Meisterschaftsstand (nach 5 von 7 Rennen): 1. Mike Müller (Swiss Hutless/Iame), 325 Punkte; 2. Savio Moccia (Tony Kart/Iame) 251; 3. Jasin Ferati (Kosmic/Iame) 245.
Super Mini: Sperandio überzeugt erst im Finale
(Fahrer ab 8 Jahren, Motor 60 ccm, Fliehkraft-Kupplung)

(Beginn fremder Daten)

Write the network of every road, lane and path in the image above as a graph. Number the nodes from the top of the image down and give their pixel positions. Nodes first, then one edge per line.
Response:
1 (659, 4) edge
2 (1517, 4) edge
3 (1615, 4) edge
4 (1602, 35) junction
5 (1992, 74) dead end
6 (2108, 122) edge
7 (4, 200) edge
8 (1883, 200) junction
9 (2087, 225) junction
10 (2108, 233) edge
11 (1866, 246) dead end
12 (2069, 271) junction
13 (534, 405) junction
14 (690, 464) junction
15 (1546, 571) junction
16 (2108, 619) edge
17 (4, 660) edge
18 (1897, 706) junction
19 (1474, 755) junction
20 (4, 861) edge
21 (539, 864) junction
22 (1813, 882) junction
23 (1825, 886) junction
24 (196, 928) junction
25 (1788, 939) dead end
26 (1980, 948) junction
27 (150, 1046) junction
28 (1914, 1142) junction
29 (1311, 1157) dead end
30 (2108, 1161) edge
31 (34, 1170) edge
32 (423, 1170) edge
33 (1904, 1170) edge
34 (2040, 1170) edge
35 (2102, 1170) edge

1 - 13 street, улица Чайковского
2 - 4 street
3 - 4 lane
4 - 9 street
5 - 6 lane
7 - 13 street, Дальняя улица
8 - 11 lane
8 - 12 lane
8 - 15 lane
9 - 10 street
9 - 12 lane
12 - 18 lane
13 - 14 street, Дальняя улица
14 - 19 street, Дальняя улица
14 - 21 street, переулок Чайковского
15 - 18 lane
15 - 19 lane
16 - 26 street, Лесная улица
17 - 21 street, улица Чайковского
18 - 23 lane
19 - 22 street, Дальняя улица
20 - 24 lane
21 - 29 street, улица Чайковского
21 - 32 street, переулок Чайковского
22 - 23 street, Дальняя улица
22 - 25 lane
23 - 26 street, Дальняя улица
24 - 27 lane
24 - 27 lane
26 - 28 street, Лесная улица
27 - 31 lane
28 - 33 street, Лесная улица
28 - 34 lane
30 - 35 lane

Der bisher alle Rennen dieser Saison dominierende Elia Sperandio (Praga/Iame) reiste mit gewaltigen 102 Punkten Vorsprung nach Busca; bereits winkte ihm die erste Chance, den Titel in Busca vorzeitig sicherzustellen. Doch in den ersten beiden Vorläufen hiess der Sieger nicht Sperandio, sondern Toni Kayla Naude (Exprit/TM) und war ein Mädchen, das sämtliche Jünglinge hinter sich liess. Doch im Finale patzte Naude beim Start und musste sich erst durchs Feld nach vorne kämpfen, während Sperandio alles richtig machte und die Hierarchie wieder herstellte. Naude sicherte nach ihrer beherzten Jagd nach vorne immerhin den zweiten Platz vor Hugo Giraud (Kosmic/TM). Sperandio baute seinen grossen Vorsprung weiter aus, doch mathematisch ist ihm der Titel noch nicht sicher.
Finale: 1. Elia Sperandio (Praga/Parilla); 2. Tony Kayle Naude (Exprit/TM); 3. Hugo Giraud (Kosmic/TM); 4. Sebastian Kraft (Swiss Hutless/TM); 5. Michael Sauter (Praga/Parilla).
Meisterschaftsstand (nach 5 von 7 Rennen): 1. Elia Sperandio (Praga/Parilla), 349 Punkte; 2. Michael Sauter (Praga/Parilla) 237; 3. Shannon Lugassy (Kosmik/LKE) 217.